In support of appellees' contention that the running of the statute disentitles the party interrogated to claim the privilege, they cite Brown v. Walker, 161 U.S. 591, 16 S. Ct. 644, 40 L. Ed. 819, Hale v. Henkel, 201 U.S. 43, 26 S. Ct. 370, 50 L. Ed. 652, and Robertson v. Baldwin, 165 U.S. 275, 17 S. Ct. 326, 41 L. Ed. 715. In none of those cases was the question of burden of proof before the Court, or passed upon. Each, however, recognized the rule that before answers could be required, the offense must have been outlawed or pardoned, or the criminal liability removed by statutory enactment. In the first two cases cited, there was an express statutory enactment which relieved the witness from prosecution, and in the third, those two were referred to in passing on the question of the constitutionality of a statute relating to deserting seamen. We have found no case, and our attention has been called to none, where the question of burden of proof was squarely presented to the court and the ruling was adverse to the claimant of the privilege.

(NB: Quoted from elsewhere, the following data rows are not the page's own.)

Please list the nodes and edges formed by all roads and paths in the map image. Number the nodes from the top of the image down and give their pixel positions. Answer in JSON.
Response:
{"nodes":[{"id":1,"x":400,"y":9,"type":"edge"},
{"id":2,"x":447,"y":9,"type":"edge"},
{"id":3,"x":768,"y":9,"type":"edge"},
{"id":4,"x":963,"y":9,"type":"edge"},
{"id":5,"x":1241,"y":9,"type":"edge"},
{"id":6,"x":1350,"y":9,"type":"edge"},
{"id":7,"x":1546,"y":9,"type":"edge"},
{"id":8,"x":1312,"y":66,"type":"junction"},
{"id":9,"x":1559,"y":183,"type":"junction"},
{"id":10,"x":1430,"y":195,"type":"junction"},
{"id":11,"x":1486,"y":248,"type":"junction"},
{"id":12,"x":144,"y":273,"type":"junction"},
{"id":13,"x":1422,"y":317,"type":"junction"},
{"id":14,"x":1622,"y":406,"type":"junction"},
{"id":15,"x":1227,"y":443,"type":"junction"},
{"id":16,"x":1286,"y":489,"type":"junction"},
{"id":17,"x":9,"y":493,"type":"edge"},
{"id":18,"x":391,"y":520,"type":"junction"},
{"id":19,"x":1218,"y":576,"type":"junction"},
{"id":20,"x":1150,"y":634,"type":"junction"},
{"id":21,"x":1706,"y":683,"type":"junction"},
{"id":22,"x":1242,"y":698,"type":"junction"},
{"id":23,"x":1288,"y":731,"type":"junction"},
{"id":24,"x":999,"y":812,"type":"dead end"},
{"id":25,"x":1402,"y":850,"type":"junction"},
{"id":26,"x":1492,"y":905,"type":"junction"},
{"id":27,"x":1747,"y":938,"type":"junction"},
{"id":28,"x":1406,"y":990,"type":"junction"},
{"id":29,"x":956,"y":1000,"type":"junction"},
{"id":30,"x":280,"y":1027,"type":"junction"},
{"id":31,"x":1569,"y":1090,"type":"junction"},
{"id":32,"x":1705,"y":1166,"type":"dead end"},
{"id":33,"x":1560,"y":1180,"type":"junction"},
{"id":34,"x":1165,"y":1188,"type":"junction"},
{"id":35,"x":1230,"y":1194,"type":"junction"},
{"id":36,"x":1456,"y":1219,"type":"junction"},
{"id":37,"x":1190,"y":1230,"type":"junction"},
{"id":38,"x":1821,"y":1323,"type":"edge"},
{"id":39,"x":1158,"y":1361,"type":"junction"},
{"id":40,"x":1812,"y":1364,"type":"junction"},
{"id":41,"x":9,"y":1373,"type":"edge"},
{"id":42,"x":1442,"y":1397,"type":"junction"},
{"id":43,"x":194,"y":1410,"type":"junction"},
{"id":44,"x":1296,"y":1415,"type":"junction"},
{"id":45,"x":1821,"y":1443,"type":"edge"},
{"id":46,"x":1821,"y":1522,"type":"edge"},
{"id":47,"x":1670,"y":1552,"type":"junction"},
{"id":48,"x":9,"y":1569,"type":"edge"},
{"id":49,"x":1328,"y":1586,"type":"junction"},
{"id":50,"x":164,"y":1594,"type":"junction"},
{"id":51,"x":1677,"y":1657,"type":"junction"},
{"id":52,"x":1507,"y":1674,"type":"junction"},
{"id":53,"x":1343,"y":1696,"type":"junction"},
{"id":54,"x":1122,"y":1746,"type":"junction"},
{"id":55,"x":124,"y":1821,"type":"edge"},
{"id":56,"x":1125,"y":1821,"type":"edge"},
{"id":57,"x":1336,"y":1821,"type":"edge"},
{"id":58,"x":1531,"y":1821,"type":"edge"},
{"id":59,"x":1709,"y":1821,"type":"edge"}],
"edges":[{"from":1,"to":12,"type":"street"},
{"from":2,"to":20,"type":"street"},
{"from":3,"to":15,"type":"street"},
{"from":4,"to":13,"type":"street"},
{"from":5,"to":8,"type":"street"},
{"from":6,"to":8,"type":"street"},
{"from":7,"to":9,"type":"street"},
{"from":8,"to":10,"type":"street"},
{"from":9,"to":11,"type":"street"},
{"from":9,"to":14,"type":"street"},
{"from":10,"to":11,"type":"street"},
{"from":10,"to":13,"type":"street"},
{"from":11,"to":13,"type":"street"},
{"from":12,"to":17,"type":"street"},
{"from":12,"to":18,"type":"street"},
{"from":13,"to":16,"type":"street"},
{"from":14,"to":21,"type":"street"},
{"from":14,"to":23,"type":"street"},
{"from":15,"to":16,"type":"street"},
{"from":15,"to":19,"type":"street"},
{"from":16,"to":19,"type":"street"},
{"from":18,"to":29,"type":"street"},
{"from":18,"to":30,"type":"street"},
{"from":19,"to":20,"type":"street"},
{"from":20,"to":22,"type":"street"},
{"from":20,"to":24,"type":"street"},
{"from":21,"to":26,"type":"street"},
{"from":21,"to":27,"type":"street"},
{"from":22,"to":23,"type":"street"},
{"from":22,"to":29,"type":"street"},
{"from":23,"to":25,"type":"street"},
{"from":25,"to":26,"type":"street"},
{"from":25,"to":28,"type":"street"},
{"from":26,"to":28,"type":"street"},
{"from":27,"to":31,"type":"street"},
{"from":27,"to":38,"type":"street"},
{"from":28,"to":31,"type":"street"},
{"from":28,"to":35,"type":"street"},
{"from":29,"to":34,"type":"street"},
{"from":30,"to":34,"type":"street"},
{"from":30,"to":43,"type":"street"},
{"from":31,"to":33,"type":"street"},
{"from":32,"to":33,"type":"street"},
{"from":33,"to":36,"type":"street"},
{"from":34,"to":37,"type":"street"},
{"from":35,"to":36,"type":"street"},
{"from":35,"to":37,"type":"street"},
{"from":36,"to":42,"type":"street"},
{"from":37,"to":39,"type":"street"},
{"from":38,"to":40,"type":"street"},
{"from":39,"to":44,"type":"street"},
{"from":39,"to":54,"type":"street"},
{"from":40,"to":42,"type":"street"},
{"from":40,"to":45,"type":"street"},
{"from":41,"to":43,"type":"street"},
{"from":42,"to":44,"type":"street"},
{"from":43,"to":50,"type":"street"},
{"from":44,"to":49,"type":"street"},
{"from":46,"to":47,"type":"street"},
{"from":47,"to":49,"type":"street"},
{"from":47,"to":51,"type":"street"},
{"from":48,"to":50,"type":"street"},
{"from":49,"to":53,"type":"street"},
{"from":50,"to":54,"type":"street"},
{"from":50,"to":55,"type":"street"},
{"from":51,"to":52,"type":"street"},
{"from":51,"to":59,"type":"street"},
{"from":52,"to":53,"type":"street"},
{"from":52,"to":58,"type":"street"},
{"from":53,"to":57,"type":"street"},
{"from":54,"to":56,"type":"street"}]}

Under the rulings we have referred to, we think the court erred in requiring Moore, Swift, and Blum, and all other defendants who raised the objections upon which we have passed, to answer the interrogatories, and it is therefore unnecessary to pass on the other alleged errors.
The orders are reversed and the cause is remanded for further proceedings not inconsistent with this opinion.